可是没有三天三夜的时间可以等待,西梁大军亦在急如星火的赶路,争的,最多就是几个时辰!
那么,就一鼓作气的继续吧,用逼迫和利诱的方式,逼你继续。
夜最深时,攻城战打响,魏燕联军燃起火把,整个云州都被火把的海洋包围,站在城楼上远望,宛如漫天星辰降落平野。
马思锐从自己的“帝王砖大宅”中被士兵们匆匆拱卫上城头时,一眼看见地下黑黄二色连成广袤一片的联军大军,直接昏厥。
魏燕联军很有默契的直接攻击城西,他们从确商山脚砍下巨树,数十人抬着巨树,不去撞击城门,直接冲着那一片颜色有异的青灰色城墙而去。
西梁士兵拼命的发射弓箭,向下投掷火石火把石块,然而联军人太多了,死一个被一批,那些黄甲的东燕士兵尤其悍勇,踩着脚下士兵同乡的尸体,不管不顾冒着箭雨,顶着巨树一次次撞击。
十数下后,城墙不出意料的断裂,裂口处全是碎转和泥灰。
联军发出狂喜的呼喊,争先恐后的跃进缺口,最先进去的被守在墙后的士兵一刀砍死,然而更多的人涌进去,将那些守墙的士兵踩死。

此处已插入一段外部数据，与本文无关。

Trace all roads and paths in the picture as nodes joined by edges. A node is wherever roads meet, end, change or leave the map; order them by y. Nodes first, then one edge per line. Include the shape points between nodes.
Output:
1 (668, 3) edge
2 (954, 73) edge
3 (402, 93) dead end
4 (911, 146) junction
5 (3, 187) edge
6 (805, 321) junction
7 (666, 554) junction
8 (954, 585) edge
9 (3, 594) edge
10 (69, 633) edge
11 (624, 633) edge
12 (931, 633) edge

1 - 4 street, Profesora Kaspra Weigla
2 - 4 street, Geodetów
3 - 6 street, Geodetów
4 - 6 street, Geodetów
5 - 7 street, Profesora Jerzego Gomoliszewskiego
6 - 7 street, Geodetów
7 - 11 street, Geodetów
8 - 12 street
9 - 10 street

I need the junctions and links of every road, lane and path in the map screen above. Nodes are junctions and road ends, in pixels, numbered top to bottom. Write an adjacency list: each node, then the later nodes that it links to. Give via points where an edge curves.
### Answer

城墙上一个不算大的缺口,却成为了云州城偌大躯体上的致命之伤,带血的创口被有心的一遍遍咬啮,无数人头蚂蚁般的源源冲入,象是黑色的毒法,融进了云州平静跳动的心脏,融进了云州的血管。
西梁士兵犹自不肯放弃的抵抗,城内却隐隐响起百姓的哭喊,街角小巷一簇簇火光烧起,如衣色匈厉的眼。
夜未央,而杀戮刚刚开始。
联军欢呼着,涌上城头,砍死那些据城不退的士兵,将他们的头颅从高墙上扔下去,摔得稀烂,再在碎裂声中哈哈大笑。
云州城的父母官,住过帝王宅,睡过帝王炕,等着自己做下一个帝王的马思锐,拆掉了自己的墙,终于轮到了别人来拆他的墙。

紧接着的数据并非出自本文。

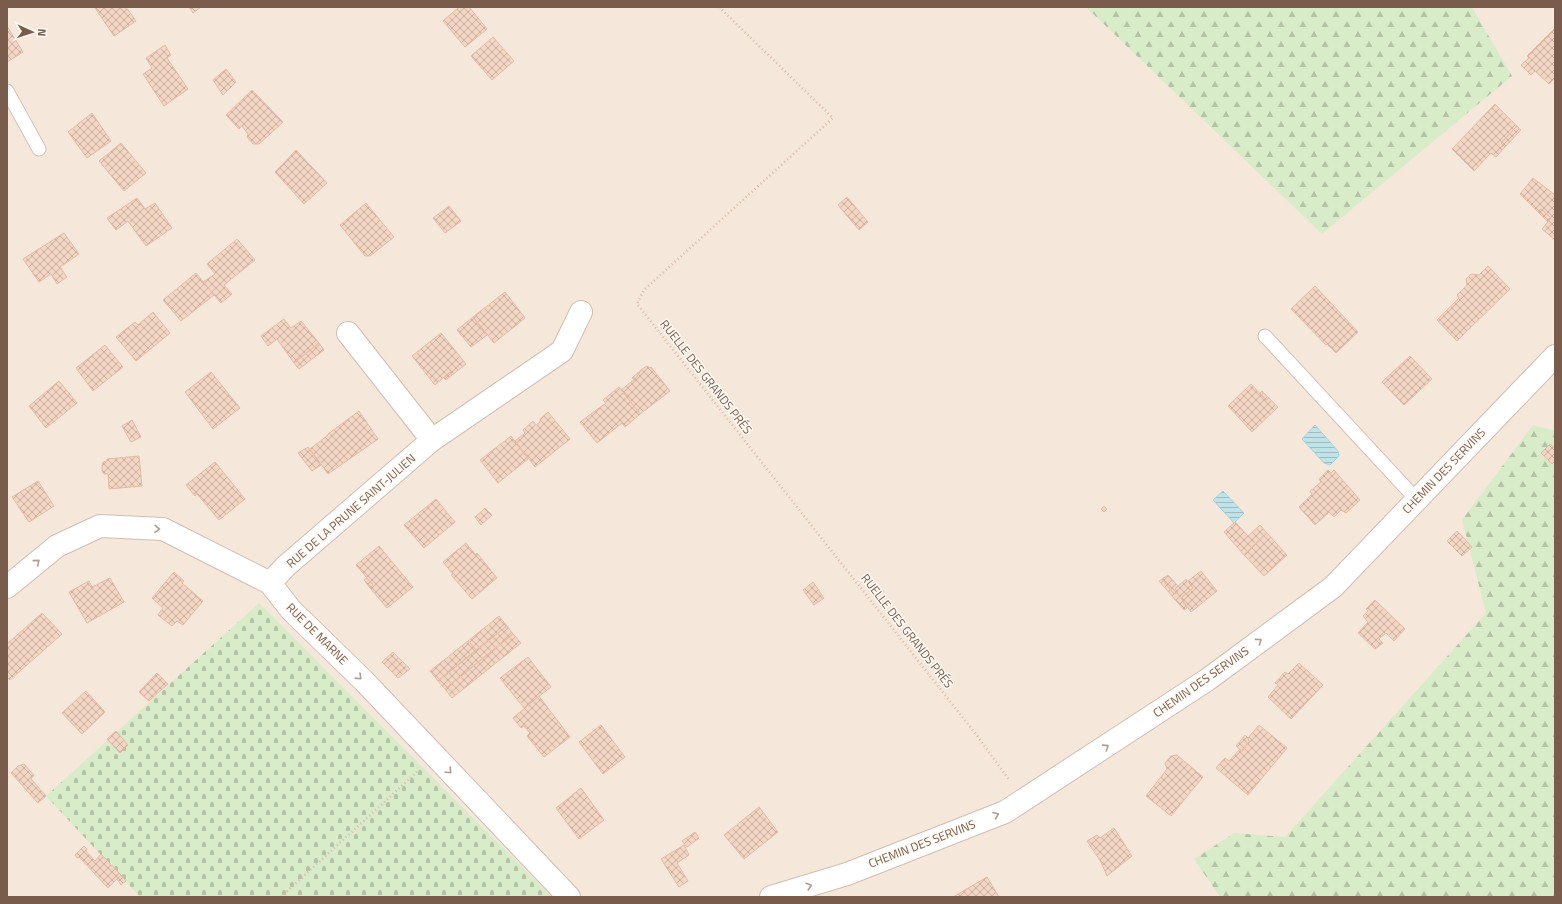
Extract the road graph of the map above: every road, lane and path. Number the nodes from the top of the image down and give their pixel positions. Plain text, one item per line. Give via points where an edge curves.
1 (719, 7) edge
2 (7, 91) edge
3 (39, 149) dead end
4 (580, 312) dead end
5 (348, 333) dead end
6 (1265, 336) dead end
7 (1555, 356) edge
8 (432, 440) junction
9 (1417, 500) junction
10 (270, 583) junction
11 (7, 587) edge
12 (435, 755) junction
13 (1024, 800) junction
14 (281, 897) edge
15 (569, 897) edge
16 (771, 897) edge

1 - 13 path, RUELLE DES GRANDS PRÉS via 833,118 644,290 637,304 976,733
2 - 3 lane
4 - 8 street, RUE DE LA PRUNE SAINT-JULIEN via 562,351
5 - 8 street
6 - 9 lane
7 - 9 street, CHEMIN DES SERVINS
8 - 10 street, RUE DE LA PRUNE SAINT-JULIEN via 286,566
13 -> 9 street, CHEMIN DES SERVINS via 1207,680 1333,587
11 -> 10 street, RUE DE MARNE via 56,546 100,526 163,529
10 -> 12 street, RUE DE MARNE via 291,610
12 - 14 path
12 -> 15 street, RUE DE MARNE
16 -> 13 street, CHEMIN DES SERVINS via 847,874 1005,812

他在城楼里一处夹角里被发现,攻城的士兵不认得他的代表身份的官袍,把瑟瑟发抖的他揪出来,活活从城楼上扔下,再被卷入城中的士兵们一遍遍踩过,零落在泥尘之中,以至于后来,再没有人能找到马大人的遗骸。
云州守将在城破伊始便放弃抵抗,率领部分将领投降,只有一个被罢免的城门官刘汝南,临危之际再披战袍,带着一批死不弃城的士兵死守在那个缺口,在城墙外连杀三十二人,将长刀生生砍裂,最后失却兵器,眼见敌军包围过来,大笑道:“敌寇尸首成山,丈夫死于其上,快哉!快哉!”
爬上那三十二具尸体,触墙而亡。
联军士兵默然伫立,无人上前践踏尸体,男儿心性重英雄,纵然敌对,纵然残忍,依然不免为此触动,一个小队长肃立三躬,将刘汝南尸首端放于地,其后数十万联军士兵经过此地,无一人辱及刘汝南尸身。
午夜,不过一个时辰,云州城已被占领。
厚重的城门在月光下,缓缓开启。
数骑绝尘而来,马蹄腾起如线如电。
士兵们雁列城门之侧,排出一眼望不见头的队伍,见那当前一骑驰到,齐齐跪地。
马上骑士一勒缰,淡金衣袍在风中飞卷,他缓缓抬头看着城门上,云州两个骨秀神清的大字熠熠闪光。
清冷月下,男子仰起的下颔,有着流动的韵致和风华。
他一扬眉间,十万里江山郁郁青青。
散漫的笑了笑,笑意慵懒而洒然,男子一扬鞭,在众骑拥护下长驱直入,如利剑悍然穿透云州。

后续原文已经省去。